Zanellato/Bortotto: “Saving Crafts”

Giorgia Zanellato and Daniele Bortotto talk about their mission to support craftsmen: “Traditional techniques are vanishing… we try to update them and revive them”

Giorgia Zanellato & Daniele Bortotto - Photo © Mattia Balsamini
Giorgia Zanellato & Daniele Bortotto - Photo © Mattia Balsamini

“We studied at the IUAV University of Venice, but we met at the ECAL in Lausanne,” say the designers Giorgia Zanellato, born in Venice in 1987, and Daniele Bortotto, from Friuli, born in 1988. Together, they opened a studio, Zanellato/Bortotto, in Treviso since 2013. “We’ve been working together for almost ten years, but we are not also a couple in life, as often happens, and perhaps that helps us to work with greater calm. We do make a good team, though – there is no division of roles, we tried that in the past but it didn’t work. Our projects come from a continuing, constant exchange, in which it is hard to say who contributed what.”

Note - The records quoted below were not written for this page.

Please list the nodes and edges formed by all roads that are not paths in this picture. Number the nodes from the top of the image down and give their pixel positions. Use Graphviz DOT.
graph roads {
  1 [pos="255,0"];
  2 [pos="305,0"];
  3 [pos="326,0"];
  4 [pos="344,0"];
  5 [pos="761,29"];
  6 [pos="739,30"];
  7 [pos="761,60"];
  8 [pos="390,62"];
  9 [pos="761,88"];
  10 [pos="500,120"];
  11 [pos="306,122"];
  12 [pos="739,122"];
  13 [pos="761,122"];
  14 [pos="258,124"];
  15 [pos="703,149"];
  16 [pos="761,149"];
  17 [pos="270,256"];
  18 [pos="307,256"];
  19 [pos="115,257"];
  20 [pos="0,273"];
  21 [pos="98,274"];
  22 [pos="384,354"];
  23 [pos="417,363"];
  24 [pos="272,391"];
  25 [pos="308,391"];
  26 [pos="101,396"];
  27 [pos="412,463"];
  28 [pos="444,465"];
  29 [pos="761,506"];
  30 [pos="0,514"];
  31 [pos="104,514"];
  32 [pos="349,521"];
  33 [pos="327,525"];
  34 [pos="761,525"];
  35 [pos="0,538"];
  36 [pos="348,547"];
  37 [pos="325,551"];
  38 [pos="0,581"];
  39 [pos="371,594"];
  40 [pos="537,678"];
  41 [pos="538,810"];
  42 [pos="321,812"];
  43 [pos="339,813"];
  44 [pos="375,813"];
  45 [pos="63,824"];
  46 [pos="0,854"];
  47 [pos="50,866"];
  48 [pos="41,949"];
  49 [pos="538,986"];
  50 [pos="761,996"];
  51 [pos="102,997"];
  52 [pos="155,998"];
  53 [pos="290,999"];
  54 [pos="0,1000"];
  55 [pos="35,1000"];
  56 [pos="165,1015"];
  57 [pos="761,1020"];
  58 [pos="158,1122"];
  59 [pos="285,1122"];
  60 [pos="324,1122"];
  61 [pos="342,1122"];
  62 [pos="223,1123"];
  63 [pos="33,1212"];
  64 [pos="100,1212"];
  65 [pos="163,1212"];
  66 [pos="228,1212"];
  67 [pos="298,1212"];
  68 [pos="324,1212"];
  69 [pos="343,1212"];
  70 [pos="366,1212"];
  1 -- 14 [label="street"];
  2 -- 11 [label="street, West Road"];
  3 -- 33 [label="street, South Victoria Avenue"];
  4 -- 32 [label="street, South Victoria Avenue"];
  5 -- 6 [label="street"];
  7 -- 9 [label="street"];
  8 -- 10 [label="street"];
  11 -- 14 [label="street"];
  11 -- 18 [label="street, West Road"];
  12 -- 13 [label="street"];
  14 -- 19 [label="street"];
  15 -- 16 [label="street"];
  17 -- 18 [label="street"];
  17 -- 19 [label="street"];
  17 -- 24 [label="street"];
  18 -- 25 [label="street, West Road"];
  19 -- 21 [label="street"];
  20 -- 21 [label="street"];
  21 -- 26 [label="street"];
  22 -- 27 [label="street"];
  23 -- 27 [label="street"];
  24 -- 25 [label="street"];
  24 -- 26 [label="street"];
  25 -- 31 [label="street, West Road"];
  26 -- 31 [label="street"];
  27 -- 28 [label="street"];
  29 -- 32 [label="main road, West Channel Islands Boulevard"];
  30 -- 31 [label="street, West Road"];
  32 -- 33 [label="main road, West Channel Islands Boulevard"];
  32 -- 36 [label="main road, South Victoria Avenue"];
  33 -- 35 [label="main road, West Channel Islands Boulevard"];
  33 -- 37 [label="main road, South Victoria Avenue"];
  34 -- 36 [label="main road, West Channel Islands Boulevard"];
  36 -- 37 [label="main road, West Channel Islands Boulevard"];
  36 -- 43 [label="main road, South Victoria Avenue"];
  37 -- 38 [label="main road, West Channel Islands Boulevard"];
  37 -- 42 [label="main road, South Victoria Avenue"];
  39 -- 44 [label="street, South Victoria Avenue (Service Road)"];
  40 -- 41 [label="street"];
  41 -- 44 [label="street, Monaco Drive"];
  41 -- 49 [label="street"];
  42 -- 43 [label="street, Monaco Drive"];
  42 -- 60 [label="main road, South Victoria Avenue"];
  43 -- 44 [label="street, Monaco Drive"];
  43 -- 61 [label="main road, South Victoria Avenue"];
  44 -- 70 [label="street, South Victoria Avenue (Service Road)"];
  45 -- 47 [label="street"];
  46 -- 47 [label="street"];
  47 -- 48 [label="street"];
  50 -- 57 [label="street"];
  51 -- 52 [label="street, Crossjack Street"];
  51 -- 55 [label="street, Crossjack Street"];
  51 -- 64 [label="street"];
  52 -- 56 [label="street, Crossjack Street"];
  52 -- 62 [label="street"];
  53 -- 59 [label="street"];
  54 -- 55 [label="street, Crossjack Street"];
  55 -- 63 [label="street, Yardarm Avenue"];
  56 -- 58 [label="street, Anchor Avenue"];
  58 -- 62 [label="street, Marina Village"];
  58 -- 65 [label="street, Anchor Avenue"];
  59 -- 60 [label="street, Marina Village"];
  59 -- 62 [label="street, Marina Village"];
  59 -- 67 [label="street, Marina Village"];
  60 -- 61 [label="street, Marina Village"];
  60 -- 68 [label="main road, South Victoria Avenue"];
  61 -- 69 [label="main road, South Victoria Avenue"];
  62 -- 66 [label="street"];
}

Their secret is the great affinity that connects them, the ability to mutually complete each other: “Daniele is thoughtful, measured, while I’m more instinctive,” Giorgia tells us, and Daniele replies: “It’s true, Giorgia is much more instinctive than I am, and she is able to grasp things I cannot see, perhaps due to feminine intuition. Our projects are the result of a direct exchange, sometimes just a shared glance after having seen a place, or visited a company.”

A rare sense of complicity and sensitivity to the territory, to small companies, crafts, enabling them to excel and to become some of the most sought-after designers on the Italian and international scene. “When we took part for the first time in the SaloneSatellite, in 2013, we showed the Acqua Alta collection, which interpreted the city of Venice, a research project that continues today through the exploration and re-examination of local crafts techniques. At the Satellite, it was interesting to see the way the public identified with our objects… people saw something personal, like a souvenir of Venice, in the Acqua Alta project.”

Barene by Botteganove, Design Zanellato:Bortotto - Photo © Mauro Tittoto
Barene by Botteganove, Design Zanellato:Bortotto – Photo © Mauro Tittoto
Specola by Incalmi, Design Zanellato:Bortotto - Photo © Mauro Tittoto
Specola by Incalmi, Design Zanellato:Bortotto – Photo © Mauro Tittoto

Venice as an inspiration that is clearly visible in Barene, the new collection of ceramic surfaces for Botteganove: “These are tiles with an irregular three-dimensional texture, referencing the lands and the semi-submerged vegetation of the lagoon, which Federico Fellini described as ‘a strange tapestry, an immense, marvelous Persian carpet.’” The Barene ceramics also reflect the fascination with the lagoon in their coloring: “We are working on how to recreate the highlights and translucent effects of the water, changing from morning to dusk – this involves developing glazes and iridescent metallic surfaces.”

Another project connected with Venice is the Specola lamp, in collaboration with Incalmi, involving research on vitreous glazes applied on copper and then fired at very high temperatures: “it is an age-old technique that in Italy reached its loftiest expression with Paolo de Poli, who also worked with Gio Ponti. We fell in love with this technique, but we had trouble finding the artisans who could still go forward with it, until we discovered the enamels company Incalmi, with a furnace at Marghera, in the port facing the island of Venice.”

AdAstra by Terrapintada, Design Zanellato:Bortotto
AdAstra collection by Terrapintada, Design Zanellato:Bortotto

The direct, productive relationship between Zanellato/Bortotto and artisans can also be seen in the work conducted with the Sardinian ceramics workshop Terrapintada, already known for the Artijanus/Artijanas project, to create Ad Astra, “twelve pieces based on the constellations, created for Galleria Luisa delle Piane. Very complex furnishings, produced with the technique of ceramic extrusion, which we have taken to extremes.”

Besides all this, the studio handles the art direction for Del Savio 1910, “a company that as the name reveals has over a hundred years of history, originally specializing in Veneziana and Palladiana floors. We have reinterpreted the latter technique with a new language, using colorful seams that light up the surfaces, and also calling on international designers to work with the firm.”

Among their many collaborations, the duo continue to experiment with DeCastelli, “a global company preserves and pursues very old techniques, by now no longer in use, such as hammered metal.”

Different projects, but all sharing in one mission: “We interact with artisans and bring the tradition into a more timely dimension, to look to the future. Certain traditional firms are in difficulty, and they need to be revived and supported.”

Still very busy in spite of the exceptionally hot summer, Giorgia Zanellato and Daniele Bortotto tell us about one of their dreams: “We would like to approach the world of interior design, to make relationships between surfaces and objects, to connect the dots… and, in ideal terms, to get inspiration to narrate our world.”